Thursday, October 27th, 2011

PHP Autoloader – Building Your Own Register

By , Software Developer

Although rife with a slew of inefficiencies and idiosyncrasies, PHP does offer the scripter a powerful set of possibilities for the energetic and inclined. One of these is its autoload concept – it isn’t unique to PHP, but PHP offers a certain degree of simplicity to the scripter who is willing to follow some basic conventions.

Before namespaces were available, most PHP programmers used the name of their class to indicate the path to the file in which it was defined.
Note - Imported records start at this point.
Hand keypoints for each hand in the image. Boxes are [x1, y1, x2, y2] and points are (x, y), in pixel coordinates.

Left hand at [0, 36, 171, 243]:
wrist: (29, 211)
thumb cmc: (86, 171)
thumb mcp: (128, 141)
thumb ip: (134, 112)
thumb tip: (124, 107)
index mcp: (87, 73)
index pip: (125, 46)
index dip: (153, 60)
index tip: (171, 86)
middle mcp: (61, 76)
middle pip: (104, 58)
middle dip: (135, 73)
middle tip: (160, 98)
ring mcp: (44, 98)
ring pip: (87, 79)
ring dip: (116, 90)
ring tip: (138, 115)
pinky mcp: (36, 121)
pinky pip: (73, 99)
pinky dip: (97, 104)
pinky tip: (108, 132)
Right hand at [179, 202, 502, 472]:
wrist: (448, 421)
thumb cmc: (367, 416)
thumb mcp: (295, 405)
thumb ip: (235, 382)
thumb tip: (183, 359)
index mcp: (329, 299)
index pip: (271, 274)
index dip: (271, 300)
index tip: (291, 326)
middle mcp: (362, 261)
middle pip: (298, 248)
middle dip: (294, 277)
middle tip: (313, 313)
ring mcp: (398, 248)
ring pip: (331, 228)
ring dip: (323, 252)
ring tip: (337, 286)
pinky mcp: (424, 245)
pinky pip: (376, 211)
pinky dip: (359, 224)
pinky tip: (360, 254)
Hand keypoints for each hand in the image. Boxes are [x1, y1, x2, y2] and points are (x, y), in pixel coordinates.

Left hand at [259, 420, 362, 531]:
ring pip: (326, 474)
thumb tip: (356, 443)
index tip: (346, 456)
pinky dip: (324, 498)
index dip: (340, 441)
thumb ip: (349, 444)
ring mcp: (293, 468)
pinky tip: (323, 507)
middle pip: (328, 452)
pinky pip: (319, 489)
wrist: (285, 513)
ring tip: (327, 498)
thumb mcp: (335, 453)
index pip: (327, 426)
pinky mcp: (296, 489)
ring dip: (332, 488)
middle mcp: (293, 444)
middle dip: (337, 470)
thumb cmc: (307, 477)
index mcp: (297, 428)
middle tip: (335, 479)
So, if there were a class in path “./Model/Nature/Tree.php”, then it would be named “Model_Nature_Tree”. This way, the autoload method can split the class name by underscores and build the path.

Here is a basic implementation: http://pastie.org/2663927

However, this leads to painfully long class names (the entire path from the root) or restricts you to only loading classes from a designated library directory — in the example above, perhaps “Model.”

This strategy may be manageable for a small project, or even a large one, but once testing and alternate entry points enter the picture, it becomes a huge hassle to keep your autoloading in sync and keep your class names concise.

PHP 5.1.2 introduced the spl_autoload_register() method, which effectively allowed you to create a queue of autoload methods such that if the class was not found by the first autoload method, the subsequent method would be attempted, and so forth, eventually ending in a class not found exception.

The problem with this solution is that it doesn’t provide an ability to communicate state between the autoload methods or enforce a single entry point from your application into the autoload stack. Instead it leads you to a situation of never being confident of where an autoload is being registered, who is doing it, or which of your autoload methods are successful.

We chose to deal with this situation by creating a class to act as our own autoload register. Since our convention for parsing the class name into a path is respected throughout the entire app, the only difference becomes the starting point. Therefore, we created a class that could manage a queue of load paths where we could search for class files. The class has two methods exposed, one which lets code register a load path into the queue, and the other to be called by the PHP autoloader.

Doing this allows us to (most importantly) define an entire set of load paths for our unit tests without worrying about them interfering with the rest of the code.